This blog is more or less a companion site to the Arliss Archives, which is a celebration of actor, author, playwright and film maker George Arliss (1868-1946). As the Arliss site evolved, I found that adding digital color to original black & white photographs sometimes produced startlingly good results. More importantly, the “cinemagraphic painting process” as I call it, brought a contemporary quality to these visions of long ago. Some black and white photos were obviously designed to exploit the beauty of light and shadows and those works I have preserved in their original greytones as the photographer intended.

Purists may contest this point, but the fact is that most studio photographs from old Hollywood used black and white film in a utilitarian manner because color film was either too expensive or unavailable. The studios themselves routinely converted B&W photos into color posters, lobby cards, and even colorized glass slides projected onto movie screens. So historically there is a long tradition of adding color to these images and we lose nothing by using 21st century processing techniques to render these wonderful vintage photographs into the spectrum. Instead, we gain an insight into that Golden Age to see the world just as the people who lived back then saw it. For example…..
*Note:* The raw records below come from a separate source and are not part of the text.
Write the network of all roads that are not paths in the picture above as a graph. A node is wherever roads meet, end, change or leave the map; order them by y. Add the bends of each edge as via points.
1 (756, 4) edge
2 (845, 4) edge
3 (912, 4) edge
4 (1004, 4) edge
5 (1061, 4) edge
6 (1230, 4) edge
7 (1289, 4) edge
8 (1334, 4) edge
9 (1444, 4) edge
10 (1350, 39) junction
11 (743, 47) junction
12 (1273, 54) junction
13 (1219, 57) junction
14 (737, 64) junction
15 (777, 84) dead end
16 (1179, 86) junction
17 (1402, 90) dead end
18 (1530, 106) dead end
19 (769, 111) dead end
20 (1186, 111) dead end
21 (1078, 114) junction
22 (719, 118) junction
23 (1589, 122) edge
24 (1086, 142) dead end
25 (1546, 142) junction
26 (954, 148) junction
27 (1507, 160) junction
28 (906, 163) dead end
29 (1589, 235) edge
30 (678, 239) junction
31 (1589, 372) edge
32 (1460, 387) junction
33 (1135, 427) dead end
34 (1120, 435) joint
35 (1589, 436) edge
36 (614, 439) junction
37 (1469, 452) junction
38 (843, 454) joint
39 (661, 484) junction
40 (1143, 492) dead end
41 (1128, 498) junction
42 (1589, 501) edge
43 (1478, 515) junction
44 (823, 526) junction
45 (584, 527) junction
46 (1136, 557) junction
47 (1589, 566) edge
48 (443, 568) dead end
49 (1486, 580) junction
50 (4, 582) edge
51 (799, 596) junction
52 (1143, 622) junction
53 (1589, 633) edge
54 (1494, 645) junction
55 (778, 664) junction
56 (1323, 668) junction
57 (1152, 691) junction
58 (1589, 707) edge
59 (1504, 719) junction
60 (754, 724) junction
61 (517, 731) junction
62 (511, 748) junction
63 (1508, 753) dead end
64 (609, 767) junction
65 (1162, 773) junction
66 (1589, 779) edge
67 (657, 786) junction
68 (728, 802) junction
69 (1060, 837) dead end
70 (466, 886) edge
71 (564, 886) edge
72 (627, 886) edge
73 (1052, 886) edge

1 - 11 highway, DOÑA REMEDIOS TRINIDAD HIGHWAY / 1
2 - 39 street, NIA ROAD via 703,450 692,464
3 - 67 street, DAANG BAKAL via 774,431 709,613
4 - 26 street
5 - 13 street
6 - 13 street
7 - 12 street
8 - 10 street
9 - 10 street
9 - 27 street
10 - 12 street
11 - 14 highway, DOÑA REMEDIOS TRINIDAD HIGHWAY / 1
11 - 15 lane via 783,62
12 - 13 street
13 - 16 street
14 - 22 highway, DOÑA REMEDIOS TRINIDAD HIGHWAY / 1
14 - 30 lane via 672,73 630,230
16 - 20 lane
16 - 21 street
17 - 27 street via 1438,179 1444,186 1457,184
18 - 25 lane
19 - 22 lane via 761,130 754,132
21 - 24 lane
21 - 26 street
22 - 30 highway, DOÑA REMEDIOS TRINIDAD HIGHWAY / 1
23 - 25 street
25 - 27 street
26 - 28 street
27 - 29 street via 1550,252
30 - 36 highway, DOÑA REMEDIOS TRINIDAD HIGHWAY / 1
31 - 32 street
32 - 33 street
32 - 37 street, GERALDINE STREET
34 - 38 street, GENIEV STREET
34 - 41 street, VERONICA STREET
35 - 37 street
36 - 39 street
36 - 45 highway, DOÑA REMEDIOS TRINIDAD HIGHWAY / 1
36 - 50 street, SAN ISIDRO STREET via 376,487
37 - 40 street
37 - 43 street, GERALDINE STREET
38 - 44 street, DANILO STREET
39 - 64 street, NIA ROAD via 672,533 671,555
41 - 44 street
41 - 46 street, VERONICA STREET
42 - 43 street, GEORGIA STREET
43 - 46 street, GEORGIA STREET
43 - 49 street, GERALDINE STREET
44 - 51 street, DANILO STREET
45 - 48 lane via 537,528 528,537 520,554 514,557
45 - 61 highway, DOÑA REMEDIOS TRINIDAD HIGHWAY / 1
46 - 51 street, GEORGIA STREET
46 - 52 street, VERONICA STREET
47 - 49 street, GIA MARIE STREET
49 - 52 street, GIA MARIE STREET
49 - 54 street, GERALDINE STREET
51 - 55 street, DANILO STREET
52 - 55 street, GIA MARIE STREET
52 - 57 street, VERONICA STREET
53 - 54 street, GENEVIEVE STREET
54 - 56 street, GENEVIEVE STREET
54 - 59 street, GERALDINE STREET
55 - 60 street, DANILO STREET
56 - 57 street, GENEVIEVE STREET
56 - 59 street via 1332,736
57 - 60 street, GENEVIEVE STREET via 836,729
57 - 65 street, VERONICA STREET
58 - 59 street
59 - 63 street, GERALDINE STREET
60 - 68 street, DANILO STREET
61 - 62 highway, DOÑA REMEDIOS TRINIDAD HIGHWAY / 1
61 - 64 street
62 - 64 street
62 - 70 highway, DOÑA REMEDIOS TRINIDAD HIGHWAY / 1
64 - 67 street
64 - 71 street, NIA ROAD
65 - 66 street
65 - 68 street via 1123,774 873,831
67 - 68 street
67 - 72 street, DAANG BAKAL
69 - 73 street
One of my favorites – Al Jolson. Here is an original photo taken during his 1930 film, MAMMY. The black and white photography is not especially artistic:

Turning this photo into color involves a number of judgment calls. Not only the choice of colors to apply, but their shade and intensity. Another judgment call: what not to color, which can be as important as deciding what to color. The point is this: if we were standing next to the camera, which of these two photos comes closer to what we would have seen?

Another favorite – John Barrymore. This portrait from his first talkie, GENERAL CRACK (1930), is carefully composed after the style of late 18th century paintings. The most obvious difference is that this photo is black and white:

Whereas the portraits that inspired the photo were painted in color:

At any rate, this explains the rationale behind this site. Of course, we will be including original color material as well as our digital creations. If you’d like to see more, then please subscribe at the link on the right column here. Our first post is planned for launch in late July as an anniversary tribute to the legendary Rudolph Valentino so please don’t miss it. Thanks.

Published in: on July 15, 2011 at 7:20 PM  Comments (7)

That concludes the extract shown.